> **TASK ITEM**: Reproduce the records that follow without alteration, apart from removing the pictures.

(Stored items from a collection)
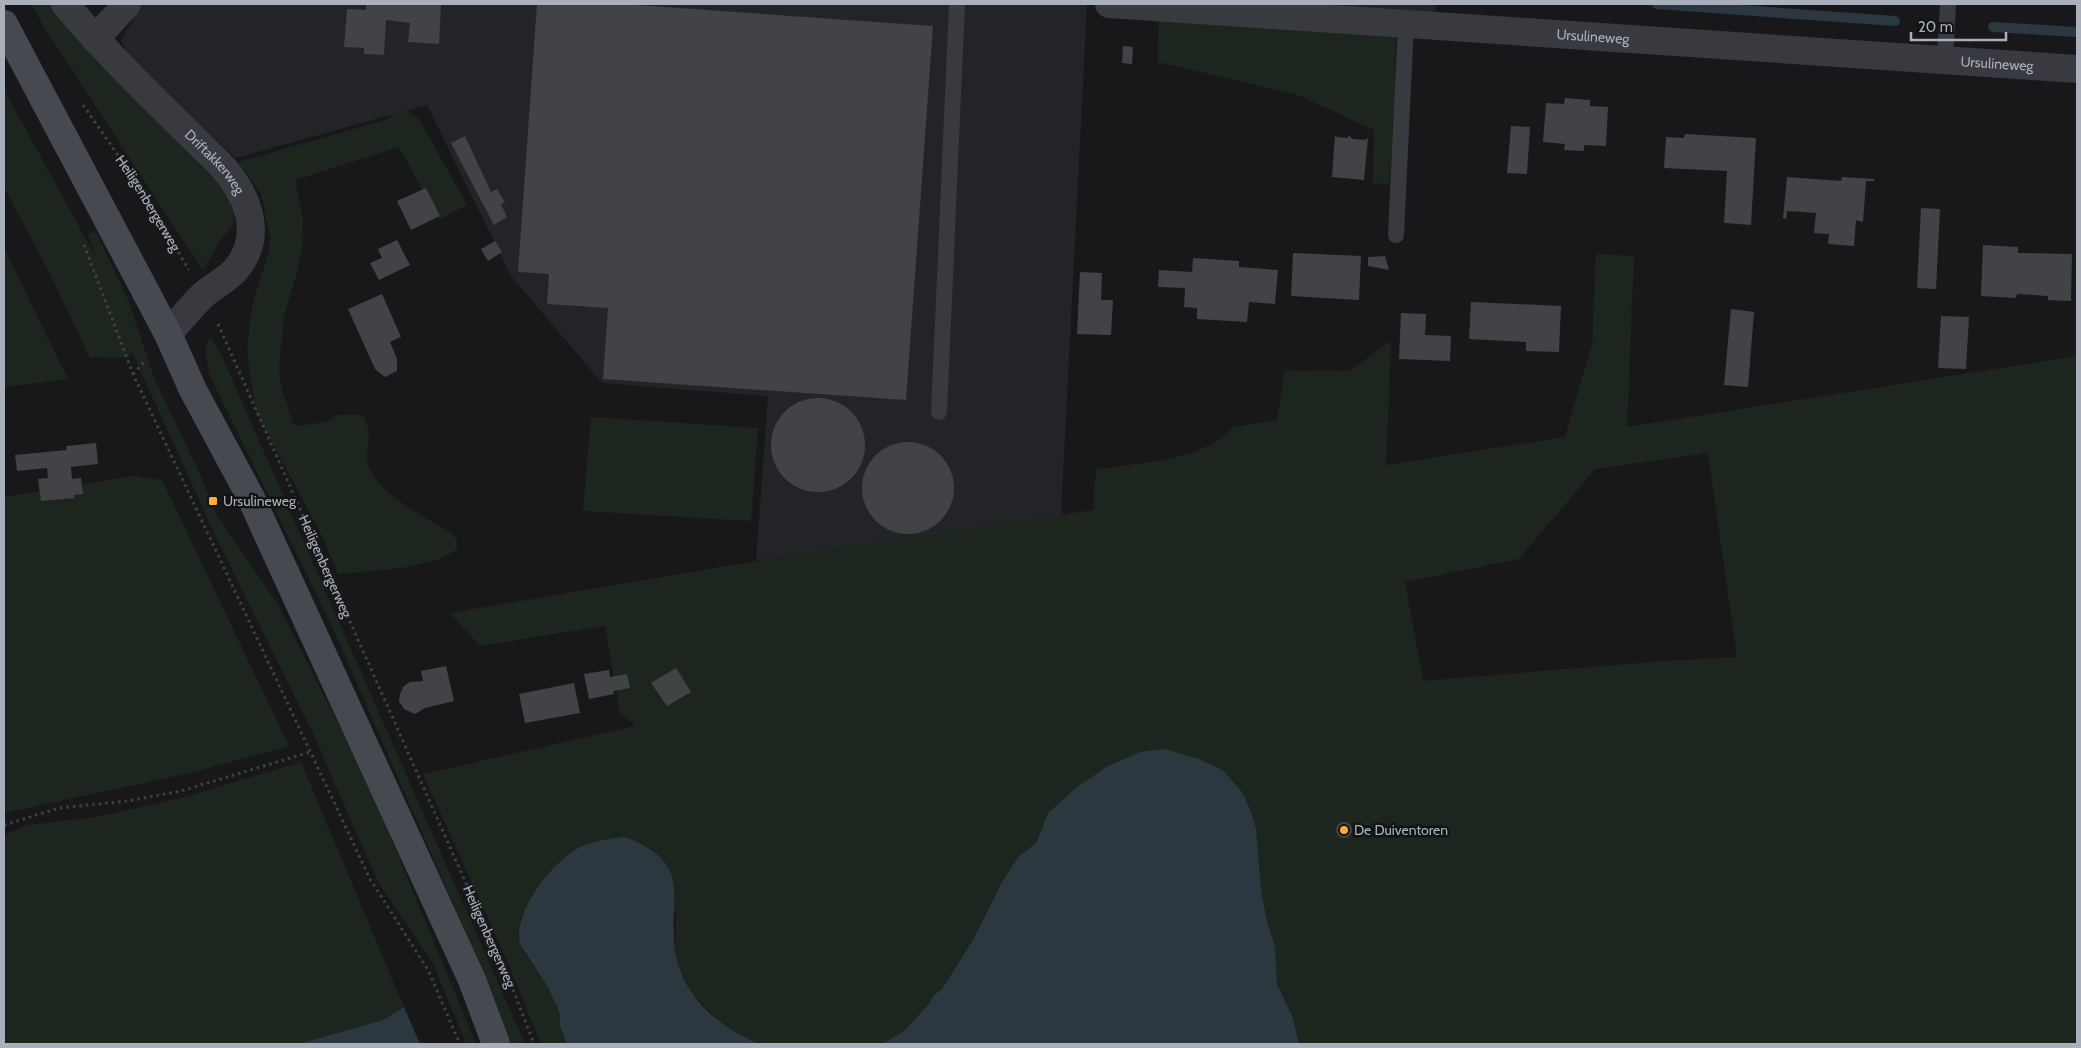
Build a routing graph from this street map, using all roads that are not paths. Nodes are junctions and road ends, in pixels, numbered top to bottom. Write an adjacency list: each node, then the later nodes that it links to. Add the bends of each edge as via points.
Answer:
1 (66, 4): 8 (street, Driftakkerweg)
2 (127, 4): 8 (street)
3 (957, 4): 13 (lane)
4 (1110, 4): 7 (street, Ursulineweg)
5 (1948, 4): 9 (lane)
6 (4, 24): 12 (main road)
7 (1406, 24): 9 (street, Ursulineweg); 11 (lane)
8 (95, 39): 12 (street, Driftakkerweg, via 232,177 247,204 251,230 245,255 229,277 203,295)
9 (1945, 60): 10 (street, Ursulineweg)
10 (2077, 69)
11 (1396, 235)
12 (168, 334): 14 (main road, via 193,390 255,507 472,980)
13 (939, 412)
14 (496, 1044)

> **WRITTEN SOLUTION**:
Build a routing graph from this street map, using all roads that are not paths. Nodes are junctions and road ends, in pixels, numbered top to bottom. Write an adjacency list: each node, then the later nodes that it links to. Add the bends of each edge as via points.
Answer:
1 (66, 4): 8 (street, Driftakkerweg)
2 (127, 4): 8 (street)
3 (957, 4): 13 (lane)
4 (1110, 4): 7 (street, Ursulineweg)
5 (1948, 4): 9 (lane)
6 (4, 24): 12 (main road)
7 (1406, 24): 9 (street, Ursulineweg); 11 (lane)
8 (95, 39): 12 (street, Driftakkerweg, via 232,177 247,204 251,230 245,255 229,277 203,295)
9 (1945, 60): 10 (street, Ursulineweg)
10 (2077, 69)
11 (1396, 235)
12 (168, 334): 14 (main road, via 193,390 255,507 472,980)
13 (939, 412)
14 (496, 1044)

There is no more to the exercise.